I bought one a month or so back and I agree it's reassuring (even though I've got a spare tyre on the van now) having had experience with a tyre bursting several years back. Like you though I was surprised at the pressure change when travelling, as I set the upper limit at 10psi (10% + a bit) above normal, thinking it would never get that far above, and the tyre alarm kept going off. Sometimes the increase is as much as 12-14psi , which is almost 1 bar ! 8O So much for the supplier's recommendation of 10% above.


----------



## Mrplodd

None too sure how a Tyrepal system will assist you if you don't have a spare! I would have thought "Puncturesafe" or similar would prove more useful/practical? Or am I missing something obvious?


----------



## mikebeaches

Mrplodd said:


> None too sure how a Tyrepal system will assist you if you don't have a spare! I would have thought "Puncturesafe" or similar would prove more useful/practical? Or am I missing something obvious?


No you are correct. It's more a peace of mind thing really.

Although, the Tyrepal alarms might alert you quick enough to avoid wrecking a tyre and be able to use the gunk and pump supplied with the van? Then again, perhaps not? I'm probably deluding myself.

Mike


----------



## Robell

I have to agree it's more a peace of mind thing - and possibly avoiding wrecking a tyre.

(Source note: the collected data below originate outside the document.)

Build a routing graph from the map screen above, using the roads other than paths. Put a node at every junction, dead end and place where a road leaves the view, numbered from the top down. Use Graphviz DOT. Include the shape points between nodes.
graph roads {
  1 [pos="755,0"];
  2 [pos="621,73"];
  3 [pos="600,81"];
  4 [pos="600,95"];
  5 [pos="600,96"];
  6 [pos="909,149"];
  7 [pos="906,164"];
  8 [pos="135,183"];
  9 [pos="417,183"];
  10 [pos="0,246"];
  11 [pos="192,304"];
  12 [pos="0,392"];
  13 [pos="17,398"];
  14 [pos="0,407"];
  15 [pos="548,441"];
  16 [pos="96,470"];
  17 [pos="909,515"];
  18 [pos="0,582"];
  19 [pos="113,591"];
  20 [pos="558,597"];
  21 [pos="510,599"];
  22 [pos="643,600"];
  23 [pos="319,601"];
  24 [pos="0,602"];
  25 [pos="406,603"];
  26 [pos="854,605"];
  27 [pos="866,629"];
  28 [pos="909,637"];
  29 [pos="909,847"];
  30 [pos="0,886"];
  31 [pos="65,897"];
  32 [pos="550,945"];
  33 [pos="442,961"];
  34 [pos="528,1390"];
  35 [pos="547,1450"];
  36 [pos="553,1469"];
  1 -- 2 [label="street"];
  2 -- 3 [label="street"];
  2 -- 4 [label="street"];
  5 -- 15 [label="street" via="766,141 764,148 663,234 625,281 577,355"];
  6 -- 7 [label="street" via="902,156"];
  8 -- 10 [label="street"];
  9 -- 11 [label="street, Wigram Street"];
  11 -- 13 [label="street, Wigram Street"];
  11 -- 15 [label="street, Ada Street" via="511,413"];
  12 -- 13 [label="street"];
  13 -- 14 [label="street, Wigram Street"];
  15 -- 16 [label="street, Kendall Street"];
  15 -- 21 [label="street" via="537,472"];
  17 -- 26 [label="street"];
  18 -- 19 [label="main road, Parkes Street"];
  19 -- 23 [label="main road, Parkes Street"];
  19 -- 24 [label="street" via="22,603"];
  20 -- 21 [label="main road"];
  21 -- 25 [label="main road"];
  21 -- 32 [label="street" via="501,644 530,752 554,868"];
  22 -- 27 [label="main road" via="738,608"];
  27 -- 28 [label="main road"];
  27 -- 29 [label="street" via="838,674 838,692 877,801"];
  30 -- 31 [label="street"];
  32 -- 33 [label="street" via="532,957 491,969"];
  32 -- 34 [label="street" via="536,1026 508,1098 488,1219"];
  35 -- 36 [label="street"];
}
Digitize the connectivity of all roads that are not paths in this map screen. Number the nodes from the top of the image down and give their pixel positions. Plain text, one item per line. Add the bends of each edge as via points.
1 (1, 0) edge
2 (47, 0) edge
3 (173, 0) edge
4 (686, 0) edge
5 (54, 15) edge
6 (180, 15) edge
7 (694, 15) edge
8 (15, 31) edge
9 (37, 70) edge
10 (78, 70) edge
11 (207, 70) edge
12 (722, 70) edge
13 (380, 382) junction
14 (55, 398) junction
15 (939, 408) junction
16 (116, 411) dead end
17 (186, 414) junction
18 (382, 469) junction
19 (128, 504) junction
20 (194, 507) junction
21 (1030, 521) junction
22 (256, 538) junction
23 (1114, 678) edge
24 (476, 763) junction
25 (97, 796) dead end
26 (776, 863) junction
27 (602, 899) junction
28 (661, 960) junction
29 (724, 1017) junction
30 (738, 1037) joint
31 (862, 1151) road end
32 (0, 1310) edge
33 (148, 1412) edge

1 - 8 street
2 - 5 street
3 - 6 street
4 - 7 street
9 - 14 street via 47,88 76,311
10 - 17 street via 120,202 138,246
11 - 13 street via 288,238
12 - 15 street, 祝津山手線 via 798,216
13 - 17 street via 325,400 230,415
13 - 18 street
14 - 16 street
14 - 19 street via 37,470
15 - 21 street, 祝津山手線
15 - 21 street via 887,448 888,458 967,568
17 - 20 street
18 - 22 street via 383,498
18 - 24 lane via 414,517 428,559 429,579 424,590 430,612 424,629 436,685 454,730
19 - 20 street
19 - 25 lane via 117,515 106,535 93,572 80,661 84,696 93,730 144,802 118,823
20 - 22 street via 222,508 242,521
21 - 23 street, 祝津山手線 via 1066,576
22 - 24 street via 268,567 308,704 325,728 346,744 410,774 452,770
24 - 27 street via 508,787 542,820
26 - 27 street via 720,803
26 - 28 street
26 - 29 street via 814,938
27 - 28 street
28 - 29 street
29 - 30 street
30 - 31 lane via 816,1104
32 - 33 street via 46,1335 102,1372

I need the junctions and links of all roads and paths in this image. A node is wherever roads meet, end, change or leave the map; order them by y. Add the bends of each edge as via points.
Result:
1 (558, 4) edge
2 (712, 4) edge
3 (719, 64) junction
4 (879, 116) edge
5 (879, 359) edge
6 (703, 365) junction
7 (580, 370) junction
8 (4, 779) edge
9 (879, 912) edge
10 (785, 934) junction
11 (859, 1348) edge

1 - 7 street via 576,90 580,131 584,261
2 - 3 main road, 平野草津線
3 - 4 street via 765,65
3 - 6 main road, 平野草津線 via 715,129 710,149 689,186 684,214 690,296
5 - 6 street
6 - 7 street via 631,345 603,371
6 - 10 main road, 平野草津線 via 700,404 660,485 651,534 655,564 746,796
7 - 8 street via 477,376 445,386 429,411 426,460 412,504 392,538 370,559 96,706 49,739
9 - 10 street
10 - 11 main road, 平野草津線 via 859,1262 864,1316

On the occasion I had a puncture, I had borrowed my brother's MH (my first time to drive one) and was travelling at 60mph when a rear tyre went. I initially heard a quiet(ish) noise which I thought was from under the bonnet, so looked for a suitable place to pull over and check. Mistake !! 8O Within 10 seconds or so the noise got worse, and the penny dropped, so to speak. :idea: By the time I pulled over the tyre was trashed. Luckily there was a spare. So, since having my own MH the thought of repeating that experience doesn't fill me with enthusiasm 8O therefore if I have some warning that the tyre is even slightly underinflated I will hopefully have time to check it. Well, that's the theory anyway.


----------



## p-c

Hi
Be careful. you can not use tyrepal if you have pucturesafe, or similar. A shame as I was quite tempted. Still tempted for one of the cars.
p-c


----------



## nicholsong

I am interested in the Tyrepal as I think it useful to know what is happening.

However I have some questions which are not answered from the OP's link.

The sensors replace the dust caps, but to measure the pressure air must be released to the sensor. I assume therefore that the Sensor in some way depresses the spring-loaded plunger in the tyre vave. The sensor is then subject to the full pressure of the tyre.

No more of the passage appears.